Clearly, you need to have a frank conversation about a delicate topic. Let’s review how you might successfully have that talk.

  1. Pre-screen the customer.Conflict can often be avoided by asking the right questions before you even sign someone as a client. Listen diligently to get a clear understanding of what their needs are and from what angle they are coming. Obviously, as the old saying goes, an ounce of prevention is worth a pound of cure.
  2. Set realistic expectations.It comes with the territory: Many clients have unrealistic expectations about the homebuying process – and the many reality TV shows about it hasn’t helped. Early on, make sure you set expectations about pricing, timing and whether you’re working in a buyer’s or seller’s market.
  3. Empathy is crucial.When we tell someone their beloved home needs staging and all those tchotchkes they’ve collected in their travels need to find a closet, we need to put ourselves in their shoes: Of course, we know we are making their home sale-ready, but they may hear our advice as an insult to their taste. Put yourself in their shoes and be gentle when you convey you desire is to help them succeed.
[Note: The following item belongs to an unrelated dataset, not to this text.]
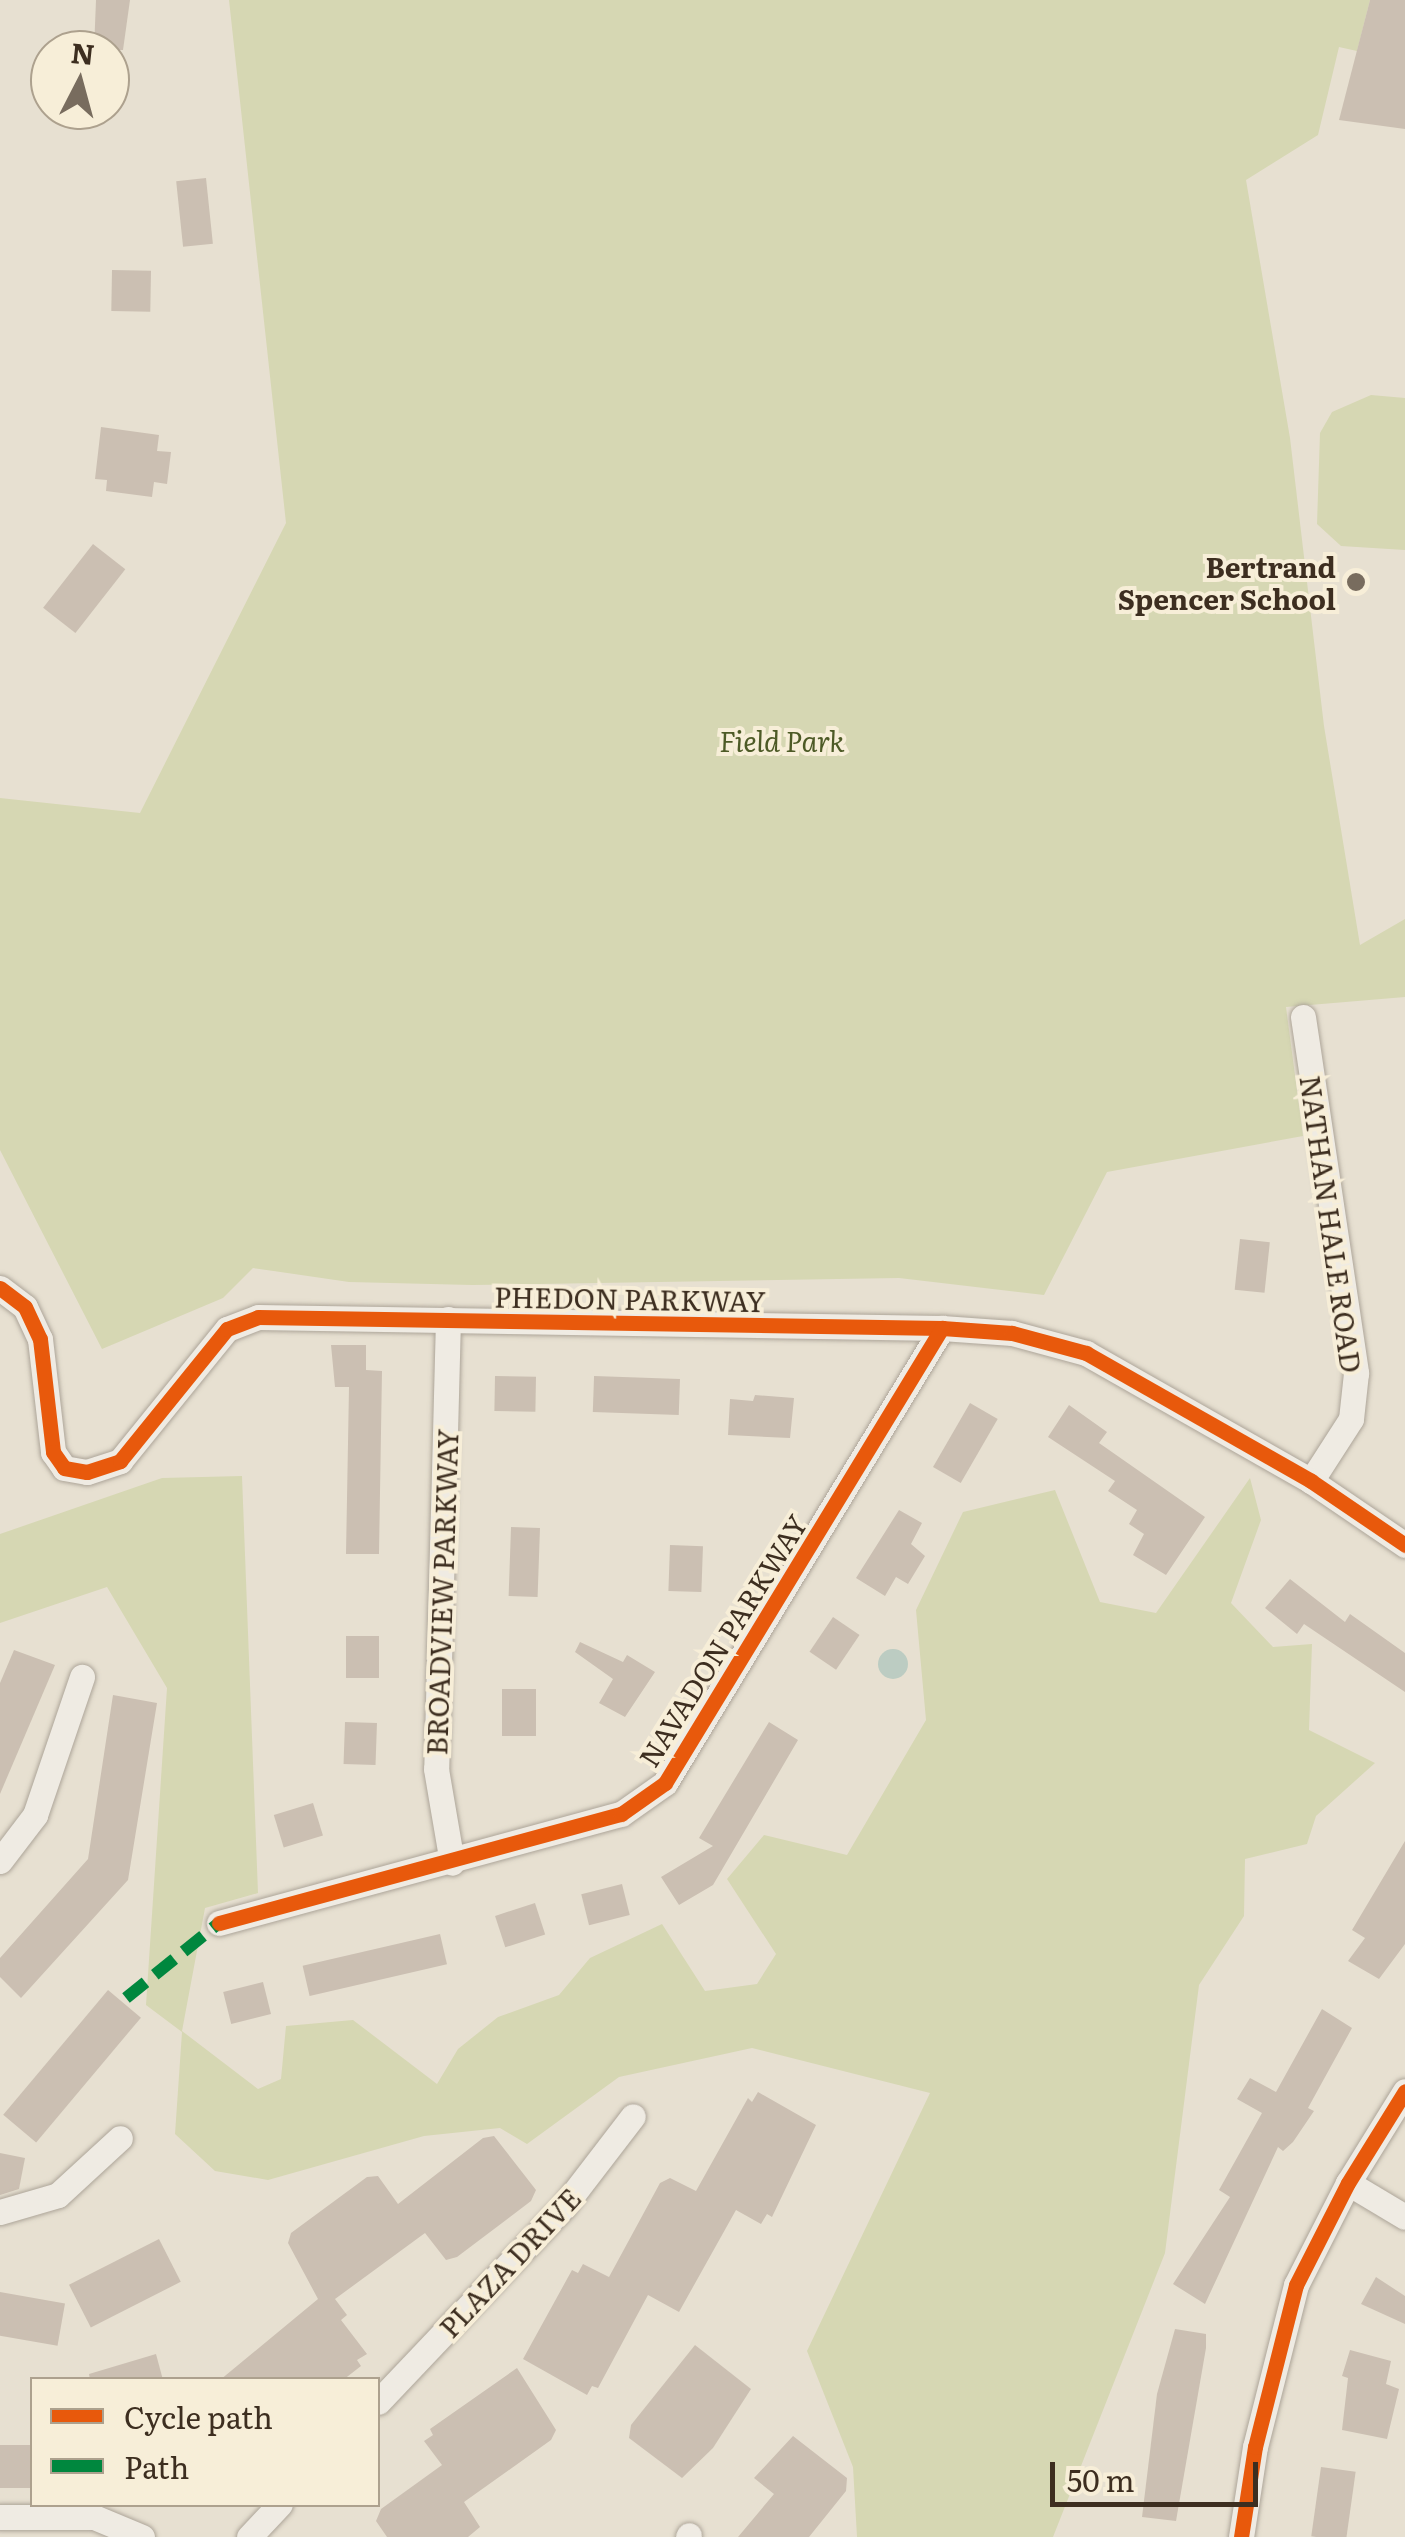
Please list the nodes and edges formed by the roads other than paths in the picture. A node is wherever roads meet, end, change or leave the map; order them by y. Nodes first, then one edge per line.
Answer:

  4. Know the territory.We talk a lot about expertise, but it’s true that if you have established yourself as an expert in the market, your clients are more likely to trust you when you have a tough talk with them and they’ll be more likely to take your advice to heart. So, be prepared with statistics on pricing and plenty of information about the quality of houses selling before facing off.
  5. Take a break.If need be, step back from the situation to reassess it. None of us wish for a frank conversation to take a negative turn but if, despite your best efforts, the client reacts badly, it’s incumbent on you to analyze the situation and respond by demonstrating your value as an ally.

Finally, remember to not be too hard on yourself if you find yourself bracing for a difficult conversation. Despite our best efforts, we are all likely to find ourselves in one of these situations at some point in our career.